Only one stretch of the data below should be repeated: the lines from the line containing "M462,793L464,769" through the line containing "<!-- poi labels -->", inclusive, exactly as they are.

┌──

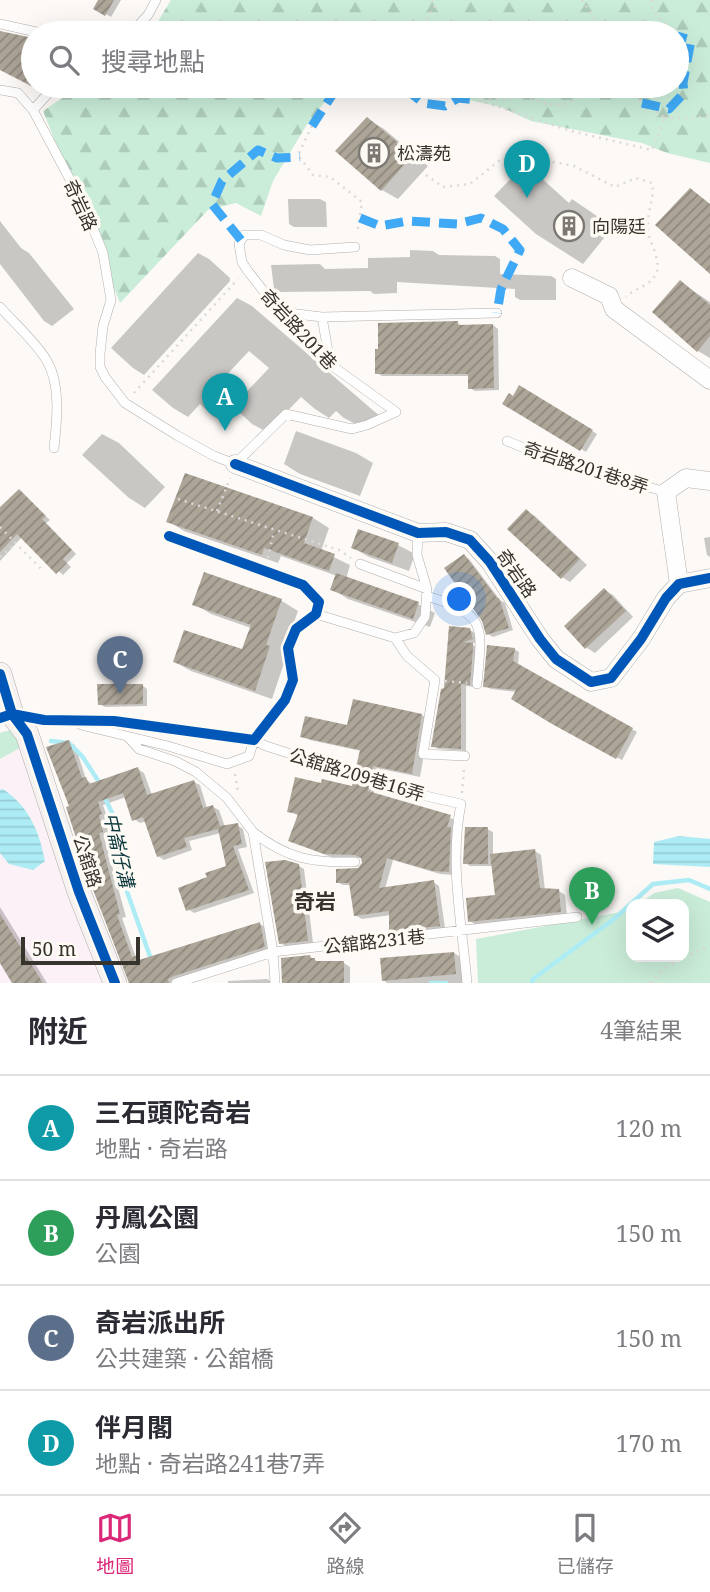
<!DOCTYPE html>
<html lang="zh-TW">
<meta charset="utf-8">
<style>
:root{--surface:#fff;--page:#f7f7f7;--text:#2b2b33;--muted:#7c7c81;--line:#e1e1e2;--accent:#db2777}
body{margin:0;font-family:"Noto Serif","Noto Sans TC",serif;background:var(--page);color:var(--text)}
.controls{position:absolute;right:21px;bottom:21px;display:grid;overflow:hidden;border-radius:14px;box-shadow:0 7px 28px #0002}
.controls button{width:63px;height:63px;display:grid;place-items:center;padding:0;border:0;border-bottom:2px solid var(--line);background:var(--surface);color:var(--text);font:35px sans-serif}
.scale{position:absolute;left:21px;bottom:18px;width:119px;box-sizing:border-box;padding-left:7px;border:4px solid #37342e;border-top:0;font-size:19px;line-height:24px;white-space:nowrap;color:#37342e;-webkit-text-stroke:5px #fefaf4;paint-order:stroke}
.you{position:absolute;left:460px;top:600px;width:24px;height:24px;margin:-18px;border:5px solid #fff;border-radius:50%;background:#1a73e8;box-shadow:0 0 0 10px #1a73e833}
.badge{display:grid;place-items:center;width:46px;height:46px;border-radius:50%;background:var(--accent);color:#fff;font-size:23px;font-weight:700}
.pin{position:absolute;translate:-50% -58px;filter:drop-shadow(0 2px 4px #0008)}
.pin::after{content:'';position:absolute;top:37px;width:24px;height:21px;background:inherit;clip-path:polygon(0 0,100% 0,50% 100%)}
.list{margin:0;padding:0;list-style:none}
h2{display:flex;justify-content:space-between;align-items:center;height:91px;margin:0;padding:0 28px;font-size:30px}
h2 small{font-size:23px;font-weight:400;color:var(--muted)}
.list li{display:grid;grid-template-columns:46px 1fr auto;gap:21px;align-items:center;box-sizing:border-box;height:105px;padding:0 28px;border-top:2px solid var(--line)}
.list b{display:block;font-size:26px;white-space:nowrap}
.list p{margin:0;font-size:23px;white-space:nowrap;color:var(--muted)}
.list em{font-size:23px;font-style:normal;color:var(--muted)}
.icon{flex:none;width:38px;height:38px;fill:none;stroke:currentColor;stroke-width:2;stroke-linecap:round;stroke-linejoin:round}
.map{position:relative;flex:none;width:710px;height:983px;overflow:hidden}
.search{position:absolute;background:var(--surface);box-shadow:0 7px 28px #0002;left:21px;right:21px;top:21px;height:77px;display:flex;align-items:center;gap:18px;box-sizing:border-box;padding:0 24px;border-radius:38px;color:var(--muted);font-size:26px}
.sheet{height:511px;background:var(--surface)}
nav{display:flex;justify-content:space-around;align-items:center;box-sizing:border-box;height:98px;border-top:2px solid var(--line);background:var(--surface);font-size:19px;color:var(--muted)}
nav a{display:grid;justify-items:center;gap:4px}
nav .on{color:var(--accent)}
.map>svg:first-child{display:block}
.education{fill:#fdf1f8}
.forest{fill:url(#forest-firs)}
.park{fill:#caedd9}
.water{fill:url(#water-rules)}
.shadow{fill:#0003;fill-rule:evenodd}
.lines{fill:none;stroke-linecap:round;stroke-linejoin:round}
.stream{stroke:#aeecf5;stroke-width:4.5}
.building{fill:url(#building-hatch)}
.lane-casing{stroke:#b2afac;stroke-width:10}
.street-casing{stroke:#b2afac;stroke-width:19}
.secondary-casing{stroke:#b2afac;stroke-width:24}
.path{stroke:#dcdad9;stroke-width:2.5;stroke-dasharray:2 5;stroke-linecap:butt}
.lane{stroke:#fffefe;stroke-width:9}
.street{stroke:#fffefe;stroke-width:18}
.secondary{stroke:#f5f2f1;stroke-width:23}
.quiet{stroke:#3fa9f5;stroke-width:9;stroke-dasharray:18 9;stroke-linecap:butt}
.cycleway-casing{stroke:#fefaf4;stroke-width:15}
.cycleway{stroke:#0057b8;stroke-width:10}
.labels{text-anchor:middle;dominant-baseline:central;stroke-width:7;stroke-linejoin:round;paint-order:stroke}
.poi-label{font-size:18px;fill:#37342e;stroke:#fefaf4;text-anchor:start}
.street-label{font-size:18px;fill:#37342e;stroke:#fefaf4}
.water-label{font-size:19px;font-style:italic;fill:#0c383e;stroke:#fefaf4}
.quarter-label{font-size:21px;font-weight:bold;fill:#37342e;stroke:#fefaf4}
</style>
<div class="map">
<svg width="710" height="983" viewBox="0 0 710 983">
<defs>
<pattern id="forest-firs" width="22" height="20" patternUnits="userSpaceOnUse" patternTransform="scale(1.75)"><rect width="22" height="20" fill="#caedd9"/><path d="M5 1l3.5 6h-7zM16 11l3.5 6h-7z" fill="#aeccbb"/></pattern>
<pattern id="water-rules" width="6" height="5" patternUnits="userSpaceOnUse" patternTransform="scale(1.75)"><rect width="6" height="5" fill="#aeecf5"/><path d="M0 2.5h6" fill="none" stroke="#96cbd2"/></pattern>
<pattern id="building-hatch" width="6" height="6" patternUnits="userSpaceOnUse" patternTransform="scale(1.75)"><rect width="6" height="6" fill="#ada598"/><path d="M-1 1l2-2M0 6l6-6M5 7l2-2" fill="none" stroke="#8e877c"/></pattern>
</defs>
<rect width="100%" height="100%" fill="#fcf9f6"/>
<!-- education -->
<path class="education" d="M22,747L102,983H0V759Z"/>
<!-- forest -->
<path class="forest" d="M171,0H710V163L667,153L642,143L531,121L501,107L404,86H677V33H151Z
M80,86H337L306,126L273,181L261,216L236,203L208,210L120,303L43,111Z"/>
<!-- park -->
<path class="park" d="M13,729L20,748L0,759V733Z
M678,888L710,902V983H478L476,939L631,910V957H684V904H639L654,893Z"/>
<!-- water -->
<path class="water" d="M3,789C29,807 39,830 45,861L33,870L9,864L0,853V790Z
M679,836L710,839V867L653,864L654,842Z"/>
<!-- shadow -->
<path class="shadow" d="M100,0H121L111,17L95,8Z
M34,86H53L47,92Z
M368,119L384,129L428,166L398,199L382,190Z
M522,167L539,176L569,203L572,199L613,227L583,264L536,234L494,196Z
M288,199H320L326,202L327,227H294L289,224Z
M0,221L21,248L29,253L74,309L52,326L44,321L0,264Z
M410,250L433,251L439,255L495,256L500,259V274L551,276L556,279V300H520L515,297V289L397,282V293L374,294L370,291L279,292L274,289L271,265L320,264L325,269L368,268V258L410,257Z
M198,253L209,259L230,278V281L144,375L133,368L111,348Z
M680,282L710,302V358L698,351L655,311Z
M237,298L252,306L382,418L373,428L365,425L363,428L344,418L336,411L329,418L315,409L301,397L267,432L252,424L239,412L227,424L213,416L200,404L188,417L173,408L152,390ZM249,351L269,368L238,401L219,383Z
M457,323L463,326L493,325L498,329L499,390L475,391L470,388V376H382L377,373Z
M520,388L597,434L586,452L505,403L514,398Z
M296,431L356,453L373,463L360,496L300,474L284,464Z
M102,434L119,443L165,487L145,508L129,498L82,455Z
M186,475L313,518L329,528L321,551L350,565L346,579L418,604L435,613L430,627L348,599L332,589L337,576L281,556L278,563L184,531L168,521Z
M19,491L50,520L46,523L76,554L67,563L71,567L63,575L22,537L0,561V509Z
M527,511L535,516L587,565L570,582L562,577Z
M710,537V557L707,555L704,538Z
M398,545L415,554L409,571L369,557L353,548Z
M464,556L469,559L500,600L505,603L513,630L493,637L488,634Z
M205,575L282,601L298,611L282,655L286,657L272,699L191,671L175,662L243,652L251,628L211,614L194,604Z
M604,590L613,595L633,617L595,653L587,648L566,626Z
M451,628L470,630L475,633L477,642L471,644L478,648L475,687L466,686V751L438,749L433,746L445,690Z
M514,649L519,652L518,665L637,732L622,760L559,726L517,692L491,689L485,686Z
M142,685L147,689V706L105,707L99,704Z
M354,701L422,715L430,720L420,777L381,769L379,775L366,771L358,767L361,751L310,740L302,736L349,727Z
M69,742L75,745L86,779L93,785L138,769L144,773L152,795L194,782L200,785L207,808L213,807L219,810L225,827L237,825L243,829L247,847L238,849L254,893L194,913L188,909L209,878L228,867L221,833L189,841L192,850L164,860L158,856L147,821L140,823L134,819L126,797L103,805L107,817L105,818L109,835L104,836L126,917L122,918L136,958L143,961L260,924L266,928L270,950L171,983H130L71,807Z
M323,785L368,788L374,791V794L456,820L455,875L440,874L393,860L385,889L433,882L439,886L445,928L397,934L391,930V915L362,919L355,915L351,885H343L337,882L359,870L363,866V858L331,857L296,843L299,816L289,811Z
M487,829L493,832V856L535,851L541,855L545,890L559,891L565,895L567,915L476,925L470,921L497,896L493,866H470L465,863Z
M299,866L304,869L313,943L286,946L280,943Z
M0,907L47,983H14L0,960Z
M454,953L465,960L463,983H387L384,980Z
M310,957L317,961L344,963L350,967V983H284Z
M267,979L274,983H228V981Z"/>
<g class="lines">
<!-- stream -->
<path class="stream" d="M51,741L69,743L82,756L101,785
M103,794L115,819L113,838L120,872L152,962
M431,983H446
M532,983L533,979L614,919L653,884L689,880L710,889"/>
</g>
<!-- building -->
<path class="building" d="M98,0H114L105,16L93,9Z
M0,31L33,38V87L0,70Z
M367,117L413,155L381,191L335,151Z
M690,188L710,204V274L655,225Z
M680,280L710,305V336L697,352L652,312Z
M458,321V325L493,324L494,388L468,389V374H375V349H378V323Z
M519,385L593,430L580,451L502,404L509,393L513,396Z
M185,473L313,517L304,543L335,554L329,571L264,548L262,555L166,522Z
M19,489L46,516L42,519L72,550L63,559L67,563L56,574L17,534L0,552V507Z
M526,509L580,559L561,579L507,529Z
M358,529L399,543L392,563L351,548Z
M464,554L497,598H499L509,628L486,635L482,621L444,568Z
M204,572L282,599L266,645L270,646L255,691L173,662L184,630L242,649L246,638L251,625L192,605Z
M336,573L419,602L413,619L330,590Z
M604,588L626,611L585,649L564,626Z
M449,626L470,628L472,636L473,639L463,642L473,643V648L470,685L461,684V749L431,747L441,689L444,688Z
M487,645L515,648L513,661L633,728L616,759L552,724L511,699L516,690L483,687Z
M97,684H143V704L98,705Z
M353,699L422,714L412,774L373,766L372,772L356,767L360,750L300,737L305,716L347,725Z
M69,740L82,778L86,777L89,784L138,767L147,795L194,780L203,808L213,805L220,826L238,823L242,844L233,846L249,890L186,911L178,888L207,877L205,873L226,866L218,829L184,838L187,847L157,857L143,817L132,821L123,793L98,802L102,814L99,815L103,832L99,833L120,914L117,915L132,957L138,955L139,960L260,922L265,947L174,976L168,979L169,983H129L92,887L66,807L69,806L46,747Z
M295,777L321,783L322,779L352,786L353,781L369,786L368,791L451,815L447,827H451L449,872L433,871L387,858L379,888L434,880L440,926L389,931V911L354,916L349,883H336V869L358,868L362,863L361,858L355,855L324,854L288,841L298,814L287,812Z
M465,827H488V864H463Z
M535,849L540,888L559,889L561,912L468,922L466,898L495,895L490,854Z
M285,860L299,864L308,941L279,944L265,862Z
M0,914L26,956L43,983H12L0,963Z
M454,952L456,974L382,981L380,958Z
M310,955L311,958H315V961H344V983H282L281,958Z"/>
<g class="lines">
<!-- lane casing -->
<g class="lane-casing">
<path id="lane" d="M0,24L41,33
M131,33L148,15L156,0
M0,90L18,93L33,110L84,206L103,253L111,300L103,326L100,354V367L105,377L125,403L178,436L214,456L235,464L286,414L352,429L367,425L396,412
M33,110L55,86
M355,247L310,250L284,245L261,235H244L239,244L242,262L247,270L280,312L331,365L396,412
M0,307C15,324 36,342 47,361C61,385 57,421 54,448
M280,312L322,317L497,313
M322,317L330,363
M507,441L553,460L666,492
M169,536L303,585L319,602L316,614
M360,564L427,589
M427,596C488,615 482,625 477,684
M316,614L395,638L414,633L425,617L427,589L417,555L418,533
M395,638L407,656L435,680L423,754L465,756
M18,715L44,720L114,721L254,740L266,746L413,793L461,804C449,863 462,923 467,983
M81,725L168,746L227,764L249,756L254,740L285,700L293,680L288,648L296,629L316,614
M128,737L139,749L175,761L196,772L227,798L253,832L273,952L275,983
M253,832C287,859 313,863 355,862
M176,983L273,952L577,917"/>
</g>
<!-- street casing -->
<g class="street-casing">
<path id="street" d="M572,278L609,296L614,309L710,380
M235,464L418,533L446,532L470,540L490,562L540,639L556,659L591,682L611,678L641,639L666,598L679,584L710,578
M679,584L666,492L686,478L710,481"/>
</g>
<!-- secondary casing -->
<g class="secondary-casing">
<path id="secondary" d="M0,674L12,714L27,734L79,892L115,983"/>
</g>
<!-- path -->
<path class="path" d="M582,0L605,33
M652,0V9L674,33
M428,33L426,20L435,6L432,0
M449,86L473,92L478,100L571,131L652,150L665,118L640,101L645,88L642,86
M482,100L528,97L548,105L566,104L582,95L609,86
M664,118L710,117
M312,126L298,155L313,175L330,177L362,202L357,234
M426,175L443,187L470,184L500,160L521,156L574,166L615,187L636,178L652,183C655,200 646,213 648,231C650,244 662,261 656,274C650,286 635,288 626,297
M134,393L238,279
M178,499L339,550L351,558
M217,511L230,478
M0,527L43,571
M0,557L15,544
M268,558L274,531
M445,681L467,683
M235,774L238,792
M462,793L464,769
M651,983C665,963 689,956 710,946"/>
<!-- lane -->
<use href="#lane" class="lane"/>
<!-- street -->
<use href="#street" class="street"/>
<!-- secondary -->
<use href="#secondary" class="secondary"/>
<!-- quiet -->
<path class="quiet" d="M382,86L402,95L407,90L423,103L445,106L458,98L478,100
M642,103L669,109L684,93L683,83L691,40L677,36
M312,126L338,86
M360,218L380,226L408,221L457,224L481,218L503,229L520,250L501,289L497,313
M241,240L212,204L222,181L258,150L277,158L300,157"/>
<!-- cycleway casing -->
<g class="cycleway-casing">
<path id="cycleway" d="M235,464L418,533L446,532L470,540L490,562L540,639L556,659L591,682L611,678L641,639L666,598L679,584L710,578
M0,674L12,714L27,734L79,892L115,983
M0,718L12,714L44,720L114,721L254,740L285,700L293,680L288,648L296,629L316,614L319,602L303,585L169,536"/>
</g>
<!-- cycleway -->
<use href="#cycleway" class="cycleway"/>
</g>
<!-- icons -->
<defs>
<g id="building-ring" transform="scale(1.575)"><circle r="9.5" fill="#fefaf4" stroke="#7c7974" stroke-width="1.5"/><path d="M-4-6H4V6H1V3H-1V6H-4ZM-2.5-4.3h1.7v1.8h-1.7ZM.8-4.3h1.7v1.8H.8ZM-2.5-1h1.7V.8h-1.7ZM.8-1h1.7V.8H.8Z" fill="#7c7974"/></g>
</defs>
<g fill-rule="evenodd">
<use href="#building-ring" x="374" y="153"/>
<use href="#building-ring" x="569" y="226"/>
</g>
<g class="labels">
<!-- poi labels -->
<g class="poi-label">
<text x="397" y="153">松濤苑</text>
<text x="592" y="226">向陽廷</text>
</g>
<!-- street labels -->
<g class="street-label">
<text transform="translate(81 205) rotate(65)">奇岩路</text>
<text transform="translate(299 329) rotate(47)">奇岩路201巷</text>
<text transform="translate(586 467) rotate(18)">奇岩路201巷8弄</text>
<text transform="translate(517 573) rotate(55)">奇岩路</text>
<text transform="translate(357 774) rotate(17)">公舘路209巷16弄</text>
<text transform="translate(88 861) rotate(72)">公舘路</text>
<text transform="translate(374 941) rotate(-6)">公舘路231巷</text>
</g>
<!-- water labels -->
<g class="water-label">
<text transform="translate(119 850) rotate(77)">中崙仔溝</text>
</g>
<!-- quarter labels -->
<g class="quarter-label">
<text x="315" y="901">奇岩</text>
</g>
</g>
</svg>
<div class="controls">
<button><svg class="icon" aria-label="layers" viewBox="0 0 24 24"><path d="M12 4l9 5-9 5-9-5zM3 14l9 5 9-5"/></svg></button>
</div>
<div class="scale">50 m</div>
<div class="you"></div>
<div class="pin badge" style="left:225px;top:431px;background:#0f9aa8">A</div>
<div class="pin badge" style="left:592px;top:925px;background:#2e9e5b">B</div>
<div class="pin badge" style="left:120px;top:694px;background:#5c6f8a">C</div>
<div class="pin badge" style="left:527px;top:198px;background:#0f9aa8">D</div>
<div class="search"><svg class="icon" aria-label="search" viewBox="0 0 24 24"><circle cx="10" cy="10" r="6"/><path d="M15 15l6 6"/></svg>搜尋地點</div>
</div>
<section class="sheet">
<h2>附近<small>4筆結果</small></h2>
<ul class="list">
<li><span class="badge" style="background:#0f9aa8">A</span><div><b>三石頭陀奇岩</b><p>地點 · 奇岩路</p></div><em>120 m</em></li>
<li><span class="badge" style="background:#2e9e5b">B</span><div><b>丹鳳公園</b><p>公園</p></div><em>150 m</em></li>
<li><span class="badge" style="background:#5c6f8a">C</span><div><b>奇岩派出所</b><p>公共建築 · 公舘橋</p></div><em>150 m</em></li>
<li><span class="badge" style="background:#0f9aa8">D</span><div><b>伴月閣</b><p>地點 · 奇岩路241巷7弄</p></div><em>170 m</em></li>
</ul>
</section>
<nav>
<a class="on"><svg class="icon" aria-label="map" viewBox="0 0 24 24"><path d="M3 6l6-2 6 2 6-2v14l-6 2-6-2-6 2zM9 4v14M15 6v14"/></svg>地圖</a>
<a><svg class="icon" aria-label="directions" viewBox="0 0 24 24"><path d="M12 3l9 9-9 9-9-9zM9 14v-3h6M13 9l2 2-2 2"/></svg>路線</a>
<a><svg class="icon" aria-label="saved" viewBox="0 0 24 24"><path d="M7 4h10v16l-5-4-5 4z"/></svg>已儲存</a>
</nav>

└──

§ **Expected answer**
M462,793L464,769
M651,983C665,963 689,956 710,946"/>
<!-- lane -->
<use href="#lane" class="lane"/>
<!-- street -->
<use href="#street" class="street"/>
<!-- secondary -->
<use href="#secondary" class="secondary"/>
<!-- quiet -->
<path class="quiet" d="M382,86L402,95L407,90L423,103L445,106L458,98L478,100
M642,103L669,109L684,93L683,83L691,40L677,36
M312,126L338,86
M360,218L380,226L408,221L457,224L481,218L503,229L520,250L501,289L497,313
M241,240L212,204L222,181L258,150L277,158L300,157"/>
<!-- cycleway casing -->
<g class="cycleway-casing">
<path id="cycleway" d="M235,464L418,533L446,532L470,540L490,562L540,639L556,659L591,682L611,678L641,639L666,598L679,584L710,578
M0,674L12,714L27,734L79,892L115,983
M0,718L12,714L44,720L114,721L254,740L285,700L293,680L288,648L296,629L316,614L319,602L303,585L169,536"/>
</g>
<!-- cycleway -->
<use href="#cycleway" class="cycleway"/>
</g>
<!-- icons -->
<defs>
<g id="building-ring" transform="scale(1.575)"><circle r="9.5" fill="#fefaf4" stroke="#7c7974" stroke-width="1.5"/><path d="M-4-6H4V6H1V3H-1V6H-4ZM-2.5-4.3h1.7v1.8h-1.7ZM.8-4.3h1.7v1.8H.8ZM-2.5-1h1.7V.8h-1.7ZM.8-1h1.7V.8H.8Z" fill="#7c7974"/></g>
</defs>
<g fill-rule="evenodd">
<use href="#building-ring" x="374" y="153"/>
<use href="#building-ring" x="569" y="226"/>
</g>
<g class="labels">
<!-- poi labels -->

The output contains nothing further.